This is the critical point about surgical rewrites: you replace only the component that is the bottleneck. The interfaces stay the same. The rest of the system does not know or care that the multiplayer engine changed languages.
Rust is not always the answer
Figma's rewrite made sense because the bottleneck was CPU-intensive tree operations on large in-memory heaps. If your service is I/O-bound (proxying requests, reading from databases, serving static content), Rust's advantages over Node.js or Go are marginal. The rewrite overhead only pays off when the runtime is the measurable bottleneck.
The Migration Path
Figma did not do a big-bang rewrite. They migrated incrementally over several months, running both engines in parallel during the transition. This is the standard pattern for any rewrite of a critical production system, and it is worth understanding each phase because interviewers will ask about migration strategy.
Phase 1: Rust engine in shadow mode
The Rust multiplayer engine ran alongside the Node.js engine on the same document traffic. Both received identical operations. The Rust engine processed them independently but did not serve results to clients. Engineers compared the output of both engines to verify correctness.
Shadow mode caught edge cases in the Rust implementation's conflict resolution logic. Collaborative vector graphics has hundreds of edge cases around parent-child moves, z-order conflicts, and constraint propagation. Shadow mode validated each case against production Node.js behavior. When the outputs diverged, engineers debugged the Rust implementation and fixed it before any user was affected.

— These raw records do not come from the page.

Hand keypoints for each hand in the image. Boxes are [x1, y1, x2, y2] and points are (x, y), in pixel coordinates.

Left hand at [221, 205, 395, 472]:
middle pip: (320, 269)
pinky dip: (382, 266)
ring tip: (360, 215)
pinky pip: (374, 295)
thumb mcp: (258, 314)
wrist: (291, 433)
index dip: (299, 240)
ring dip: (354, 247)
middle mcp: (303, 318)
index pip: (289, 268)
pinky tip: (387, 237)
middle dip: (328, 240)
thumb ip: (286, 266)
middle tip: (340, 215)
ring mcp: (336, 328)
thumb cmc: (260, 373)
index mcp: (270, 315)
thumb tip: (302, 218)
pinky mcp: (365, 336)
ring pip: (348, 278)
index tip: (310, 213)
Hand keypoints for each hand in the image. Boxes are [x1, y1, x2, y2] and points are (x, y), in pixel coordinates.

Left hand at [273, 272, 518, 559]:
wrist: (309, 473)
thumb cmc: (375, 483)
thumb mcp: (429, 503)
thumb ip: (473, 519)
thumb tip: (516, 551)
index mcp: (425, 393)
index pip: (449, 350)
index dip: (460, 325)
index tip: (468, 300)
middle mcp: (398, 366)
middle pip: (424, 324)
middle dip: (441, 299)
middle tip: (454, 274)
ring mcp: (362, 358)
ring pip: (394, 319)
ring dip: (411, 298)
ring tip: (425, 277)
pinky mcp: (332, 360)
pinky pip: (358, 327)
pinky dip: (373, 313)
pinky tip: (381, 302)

This phase ran long enough to process millions of operations across thousands of documents. The cost was running double the compute for the multiplayer tier, but the confidence was worth it. The team built automated comparison tooling that flagged divergences between the two engines in real-time, allowing engineers to investigate and fix issues within hours of them occurring.

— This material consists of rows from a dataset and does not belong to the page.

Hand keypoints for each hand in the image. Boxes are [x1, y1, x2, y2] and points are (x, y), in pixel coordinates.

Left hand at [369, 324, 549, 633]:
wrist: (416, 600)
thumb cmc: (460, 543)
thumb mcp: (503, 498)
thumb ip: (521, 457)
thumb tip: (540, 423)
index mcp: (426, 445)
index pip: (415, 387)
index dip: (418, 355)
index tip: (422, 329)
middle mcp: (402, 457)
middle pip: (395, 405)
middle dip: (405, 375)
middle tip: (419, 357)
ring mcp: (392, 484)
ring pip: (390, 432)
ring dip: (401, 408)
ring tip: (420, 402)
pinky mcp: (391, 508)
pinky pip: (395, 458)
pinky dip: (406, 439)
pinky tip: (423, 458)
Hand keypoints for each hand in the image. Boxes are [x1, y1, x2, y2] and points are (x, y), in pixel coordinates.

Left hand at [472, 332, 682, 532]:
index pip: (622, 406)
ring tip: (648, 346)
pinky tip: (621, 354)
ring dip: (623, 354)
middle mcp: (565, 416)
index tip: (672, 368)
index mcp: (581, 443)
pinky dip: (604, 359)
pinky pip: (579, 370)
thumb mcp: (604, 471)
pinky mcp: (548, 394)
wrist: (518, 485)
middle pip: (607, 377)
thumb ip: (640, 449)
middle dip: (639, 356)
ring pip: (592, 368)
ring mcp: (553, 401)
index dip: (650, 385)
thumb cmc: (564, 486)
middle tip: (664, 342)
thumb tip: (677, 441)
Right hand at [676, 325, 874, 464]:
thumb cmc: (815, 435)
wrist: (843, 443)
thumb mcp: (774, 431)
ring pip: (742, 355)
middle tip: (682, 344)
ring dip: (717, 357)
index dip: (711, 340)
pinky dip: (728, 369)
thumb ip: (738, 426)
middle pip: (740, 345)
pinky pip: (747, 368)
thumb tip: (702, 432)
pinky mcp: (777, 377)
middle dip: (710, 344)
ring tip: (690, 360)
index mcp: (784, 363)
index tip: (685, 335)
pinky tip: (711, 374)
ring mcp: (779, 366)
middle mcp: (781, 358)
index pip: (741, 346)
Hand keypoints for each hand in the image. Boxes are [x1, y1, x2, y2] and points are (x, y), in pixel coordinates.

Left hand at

The types of bugs shadow mode caught were instructive:
- Floating-point differences. Bounding box calculations that produced slightly different results due to operation ordering and floating-point non-associativity.
- Edge cases in deletion sequencing. A delete arriving between two related property updates (e.g., changing x and y of the same node) where one property change was applied and the other was dropped.
- Constraint propagation ordering. Two constraint-dependent nodes updated in different order, producing different final positions due to propagation sequence sensitivity.
Phase 2: Rust engine serves reads, Node.js handles writes
Clients began receiving document state from the Rust engine while Node.js still acted as the authoritative sequencer. This validated that the Rust engine's in-memory document state matched the Node.js engine's state exactly after applying the same operation sequence.
This phase is particularly clever because it tests the most dangerous class of bugs: state divergence. If the Rust engine's document tree ever differs from the Node.js engine's after applying the same operations, you catch it here before the Rust engine has any authority. State divergence bugs are the hardest to diagnose in production because they manifest as "my screen shows something different from my colleague's screen," which users report as a vague "sync issue."
Phase 3: Rust engine takes full ownership
The Rust engine became the authoritative sequencer and the Node.js engine was decommissioned for each migrated document. Rollback was possible at each phase boundary because both engines maintained independent state from the same operation log. Documents were migrated gradually, not all at once, starting with smaller, less active files and progressing to larger, more active ones.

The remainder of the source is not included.